Fuel prices started rising in February 2022. Now, in April 2022, the UK forecourt cost of petrol is topping £1.60 a litre and diesel over £1.70 a litre.
As the prices continue to rise, panic buying has already begun, and so too have the consequences. Queues at forecourts and empty pumps mean delays for delivery drivers that are all too familiar.
Understandably, concerns are growing over another fuel shortage, once again driven by panic and now heightened by recent memory. But arguably the biggest danger for delivery companies and retailers is not a scarcity of fuel; it’s the threat to profitability.
Inflation on the forecourts is forecast to continue, with energy experts warning MPs that – worst case scenario – fuel costs will reach £3 a litre for diesel and £2.40 a litre for petrol without quick and decisive action. Meanwhile, UK delivery companies in particular will continue to struggle as fuel costs soar.
As with all transport operations, fuel is one of their biggest expenses. The oil price surge will either be a huge hit to their bottom line or will need to be passed on the customers. Either option will be damaging to the business, in an environment where margins are already scarce. And if they then struggle to pay their drivers market rates, their drivers won’t stay on.

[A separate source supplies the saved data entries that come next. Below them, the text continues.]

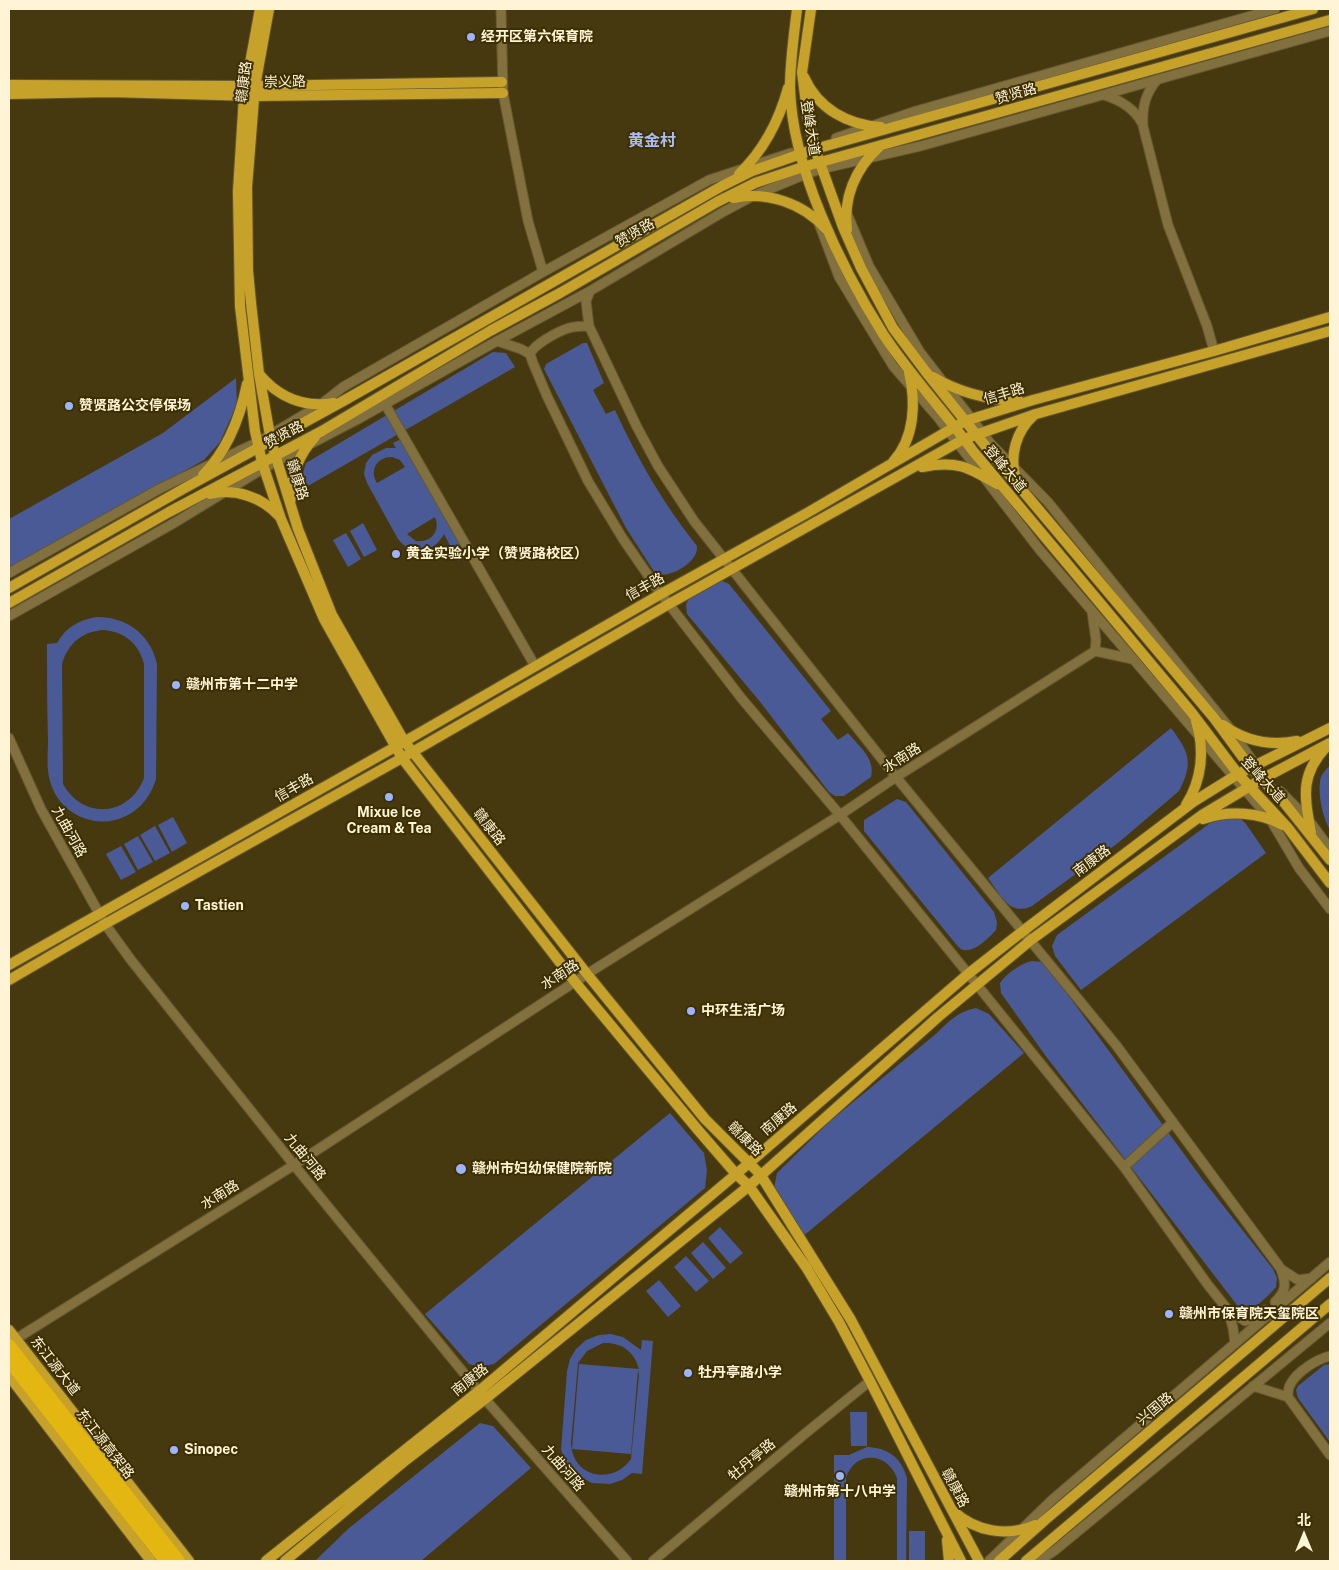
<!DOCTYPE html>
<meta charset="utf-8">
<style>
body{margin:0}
#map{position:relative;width:1339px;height:1570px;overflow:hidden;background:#47390f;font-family:"Public Sans","Noto Sans SC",sans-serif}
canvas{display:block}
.frame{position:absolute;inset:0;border:10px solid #fff4d6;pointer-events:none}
.north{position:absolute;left:1279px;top:1510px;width:50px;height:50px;-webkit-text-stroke:4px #3c2f03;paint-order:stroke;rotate:0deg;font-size:14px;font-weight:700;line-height:20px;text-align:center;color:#fff4d6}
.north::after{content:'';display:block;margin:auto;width:18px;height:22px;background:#fff4d6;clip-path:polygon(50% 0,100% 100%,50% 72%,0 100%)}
</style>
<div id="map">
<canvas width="1339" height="1570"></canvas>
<div class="frame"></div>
<div class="north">北</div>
</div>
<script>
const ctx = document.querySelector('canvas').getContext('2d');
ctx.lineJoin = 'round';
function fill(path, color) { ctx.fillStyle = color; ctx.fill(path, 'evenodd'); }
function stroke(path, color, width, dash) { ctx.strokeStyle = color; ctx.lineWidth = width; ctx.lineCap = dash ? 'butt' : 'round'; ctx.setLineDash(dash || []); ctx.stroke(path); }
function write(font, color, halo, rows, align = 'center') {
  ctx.font = font + ' "Public Sans","Noto Sans SC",sans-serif'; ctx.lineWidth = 4; ctx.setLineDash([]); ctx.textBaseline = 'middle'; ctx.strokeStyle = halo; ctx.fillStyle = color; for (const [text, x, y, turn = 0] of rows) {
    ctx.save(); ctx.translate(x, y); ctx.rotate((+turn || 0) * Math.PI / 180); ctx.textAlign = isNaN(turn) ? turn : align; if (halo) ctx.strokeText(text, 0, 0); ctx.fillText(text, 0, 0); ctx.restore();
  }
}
fill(new Path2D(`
 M583 343H587L604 383 593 390 606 414 615 410C637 458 664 505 697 546 699 562 669 580 655 573L626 528 544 369 546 364Z
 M493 352 506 353 515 367 301 490 303 473 306 463Z
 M236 378 237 404 220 442 204 460 9 568V519L163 433Z
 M401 439 468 557 458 561 444 534C434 553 412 557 398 539L367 483 364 474 366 463 372 455 386 448H396L393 443ZM392 457 400 460 405 467 377 483C369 470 377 457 392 457ZM435 517C441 531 431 543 416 541L407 534Z
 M363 523 377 550 364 557 350 531Z
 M346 533 361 559 348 567 333 540Z
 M722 581 729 584 831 711 821 719 838 740 848 733C858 745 876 759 871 777L844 796H835L829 792 761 703 687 614 686 605C690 593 709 583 722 581Z
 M97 617C127 617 150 634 157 664L156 779C150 799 136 815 115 820 87 827 57 809 50 781 46 768 48 753 48 739 47 708 47 676 47 644L57 643C66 627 79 620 97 617ZM104 630C125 632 139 644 144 664V778C129 817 83 820 63 784L62 664C68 643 83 631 104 630Z
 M1171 728C1189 752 1194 763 1179 791L1118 843 1032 906C1009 917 1000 894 988 878Z
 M1330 766V830C1323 818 1318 796 1320 782 1320 776 1325 770 1330 766Z
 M897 799 906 802 994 912 997 922 996 930C989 938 972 955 961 949 958 947 957 945 955 943L864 831V820Z
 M173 817 187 843 172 852 158 825Z
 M1225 818 1241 819 1246 824 1266 853 1081 990 1055 956 1052 946 1057 935 1213 821Z
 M155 826 170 853 155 861 140 835Z
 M138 836 153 862 138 870 124 844Z
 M121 846 136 872 121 880 106 854Z
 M1032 961 1042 962 1047 966 1203 1180 1273 1269 1277 1278 1276 1287C1267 1297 1250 1317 1237 1305L1045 1055 1001 993 1000 983C1006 974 1021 963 1032 961Z
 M976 1008 989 1014 1024 1053 802 1237 773 1193 777 1173 829 1122 937 1033C949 1021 959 1011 976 1008Z
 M670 1113 704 1153 707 1170 705 1188 494 1364 480 1367 469 1364 425 1314Z
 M720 1227 743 1253 730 1264 708 1238Z
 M703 1242 726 1268 713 1279 691 1253Z
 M686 1256 709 1281 696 1292 674 1267Z
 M659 1280 681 1306 668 1317 646 1291Z
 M611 1334 623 1337 641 1350 642 1340 653 1341 642 1474 632 1473 622 1480 610 1484 592 1483 575 1474 567 1464 561 1450 567 1371 570 1359 576 1349 586 1340 599 1335ZM603 1343C621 1342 634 1351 639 1369L579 1364 572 1449 631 1454 638 1370 639 1375 631 1459C612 1486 572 1477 571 1443L578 1363 587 1351Z
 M1330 1364V1442L1298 1398 1296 1390 1298 1386 1324 1365Z
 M850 1412H867V1446H851Z
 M480 1423 493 1426 531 1468 421 1561H315L348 1529Z
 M867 1447C888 1448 901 1457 907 1478L906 1561H897V1478C887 1451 854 1451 846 1478V1561H834V1455H849Z
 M909 1531H925V1561H909Z`), '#495a96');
const minor = new Path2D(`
 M501 9 503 93 528 221 543 272
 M1158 79C1145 93 1142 108 1143 126L1168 225 1207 326 1214 351
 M1104 95C1120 100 1134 108 1142 123
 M836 138 916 111 1275 9
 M848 216 869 266 920 352 991 444 1048 502 1231 730 1258 769
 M818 221 839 277 893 366 936 415 1039 549 1270 819 1299 868 1330 909
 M590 291 586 301 589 326 637 427 658 466 694 521 896 777 1116 1045 1281 1269 1298 1280 1312 1278
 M497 341 521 349 530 354 533 363 547 396 588 481 623 539 661 594 742 699 840 815 1124 1167 1208 1285 1228 1310 1233 1328 1235 1343
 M530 354C534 344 559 331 569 328 576 326 582 326 589 326
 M385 404 535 666
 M9 573 161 488 258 442 320 405 343 387 543 272 709 180 791 153
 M1092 612 1096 640 1095 651
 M9 616 174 523 264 468 360 418 497 341 590 291 723 212 753 196 806 174 821 169 921 146 1330 31
 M9 738 41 809 105 924 131 960 294 1165 485 1399 627 1561
 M1280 791 1308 819 1330 849
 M1124 1167 1173 1122
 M1275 1302C1287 1290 1286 1284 1281 1269
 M1228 1310 1245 1321 1253 1319 1265 1310
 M11 1342 294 1165 587 974 840 815 896 777 1095 651 1132 659
 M1253 1386 1288 1397
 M1288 1397 1330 1455
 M1288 1397C1288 1393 1288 1388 1290 1385 1296 1372 1317 1359 1330 1356
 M653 1561 807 1432 870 1381
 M989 1561 1052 1500 1330 1262
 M1039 1561 1054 1551 1330 1323`);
const major = new Path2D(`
 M260 9 244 96 238 191 240 306 255 431 262 462 281 519 324 619 402 758 575 982 698 1130 736 1174 749 1186 806 1267 839 1322 870 1381 961 1561
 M269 9 255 86 247 187 248 271 251 303 259 374 271 441 298 529 332 615 404 741 412 751 587 974 705 1119 760 1174 851 1320 979 1561
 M797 9C794 35 790 62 790 88 792 168 841 267 883 334 910 375 944 411 973 451L1192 713 1238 774 1288 828 1330 883
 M811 9 802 72 808 119 815 149 843 227 861 268 893 328 926 372 991 453 1214 718 1250 767 1282 800 1330 860
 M804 77C818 109 848 125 881 127
 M9 85 255 86 502 82
 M9 94 109 92 255 96 503 93
 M739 174C764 150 779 121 788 88
 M733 198C767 191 803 203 826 229
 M847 230C843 198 855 169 879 147
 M259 374C278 397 304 408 334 403
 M933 377C960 393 989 400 1019 401
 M893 462C915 438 916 402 909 372
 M922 467C957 460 968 467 997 484
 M203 475C228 450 240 418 247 384
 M1016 479C1009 456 1016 431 1034 415
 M210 494C235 488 262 497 279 516
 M291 499C291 475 298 455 315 437
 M9 588 183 489 345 400 722 186 752 171 815 149 1313 9
 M9 603 169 512 322 431 490 331 560 293 717 202 755 183 803 167 1330 20
 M1223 725C1245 741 1271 746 1297 741
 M1186 805C1202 780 1205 750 1196 721
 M1203 819C1229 810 1259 812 1283 825
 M1311 833C1305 798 1299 776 1326 747
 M9 965 395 747 661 594 807 513 965 421 1033 400 1214 351 1330 317
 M9 980 105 924 402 758 669 604 964 439 1036 414 1330 331
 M9 1330 189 1561
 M9 1376 151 1561
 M953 1511C976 1532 1007 1537 1035 1525
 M947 1540 949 1561
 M266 1561 479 1391 748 1164 968 974 1023 931 1193 802 1238 774 1330 728
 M285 1561 406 1460 485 1399 749 1186 938 1017 1031 940 1202 815 1262 779 1330 743
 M999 1561 1045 1520 1330 1278
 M1026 1561 1330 1304`);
const highway = new Path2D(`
 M9 1345 179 1561
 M9 1361 165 1561`);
stroke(minor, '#64572f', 11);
stroke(major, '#64572f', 12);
stroke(highway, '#64572f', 15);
stroke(minor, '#82703e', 9);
stroke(major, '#c7a22b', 10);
stroke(highway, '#e3b611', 12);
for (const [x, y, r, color] of [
 [471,37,5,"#9db4fd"],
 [69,406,5,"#9db4fd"],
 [396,554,5,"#9db4fd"],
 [176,685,5,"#9db4fd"],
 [389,797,5,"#9db4fd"],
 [185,906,5,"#9db4fd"],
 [691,1011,5,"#9db4fd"],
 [461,1169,6,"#9db4fd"],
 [1169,1314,5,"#9db4fd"],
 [688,1373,5,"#9db4fd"],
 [174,1450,5,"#9db4fd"],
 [840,1476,5,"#9db4fd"]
]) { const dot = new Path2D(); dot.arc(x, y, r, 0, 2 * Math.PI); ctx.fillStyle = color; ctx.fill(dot); stroke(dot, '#3c2f03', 2); }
write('bold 14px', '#fff4d6', '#3c2f03', [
 ["经开区第六保育院",481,37],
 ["赞贤路公交停保场",79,406],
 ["黄金实验小学（赞贤路校区）",406,554],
 ["赣州市第十二中学",186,685],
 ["Mixue Ice",389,813,"center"],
 ["Cream & Tea",389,829,"center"],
 ["Tastien",195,906],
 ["中环生活广场",701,1011],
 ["赣州市妇幼保健院新院",472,1169],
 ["赣州市保育院天玺院区",1179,1314],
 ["牡丹亭路小学",698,1373],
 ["Sinopec",184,1450],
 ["赣州市第十八中学",840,1492,"center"]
], 'left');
write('14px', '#fff4d6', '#3c2f03', [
 ["赣康路",244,82,-83],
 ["崇义路",285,82,-1],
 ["赞贤路",1016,94,-16],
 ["登峰大道",810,128,81],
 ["赞贤路",635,233,-30],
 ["信丰路",1004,394,-17],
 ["赞贤路",284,435,-28],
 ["登峰大道",1005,469,50],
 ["赣康路",297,480,72],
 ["信丰路",645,587,-29],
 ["水南路",902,758,-33],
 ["登峰大道",1263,780,48],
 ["信丰路",294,788,-30],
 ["赣康路",489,827,52],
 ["九曲河路",69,832,61],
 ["南康路",1092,861,-37],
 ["水南路",560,975,-33],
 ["南康路",779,1119,-41],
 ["赣康路",745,1139,45],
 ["九曲河路",305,1157,51],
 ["水南路",220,1195,-32],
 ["东江源大道",55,1366,52],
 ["南康路",470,1380,-39],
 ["兴国路",1155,1409,-40],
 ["东江源高架路",105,1444,52],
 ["牡丹亭路",752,1460,-40],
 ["九曲河路",563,1468,49],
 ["赣康路",955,1488,62]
]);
write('bold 16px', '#abbdf4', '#3c2f03', [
 ["黄金村",652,141]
]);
</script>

The knock-on effect for retailers is similarly grim. With delivery a major part of the overall customer experience, retailers cannot afford to disappoint customers’ delivery expectations – lest they face a decline in brand reputation, at best and lost sales, at worst.
While transport firms are urging the Government to take quick and decisive action, such as cutting VAT and fuel duty further, one of the most glaringly obvious solutions for businesses is to use electric vehicles (EVs). But as anyone in the industry will know, the transition to EVs isn’t a quick or low cost fix.
So when facing disruption on an unprecedented scale, just what can retailers and fleet operators do – and fast – to protect their profits? The answer is, use data to your advantage.
Now more than ever before, drivers will need to get the most out of every mile, keep the cost of every delivery down, and save on every last drop of fuel. To do this, you need to use data to optimise every aspect of the last mile of delivery. This includes incentivising your customers to book delivery slots that are as fuel-friendly as possible; choosing the right size vehicle for every journey; taking the most efficient route (in real-time); and being as fuel efficient as possible with your drivers.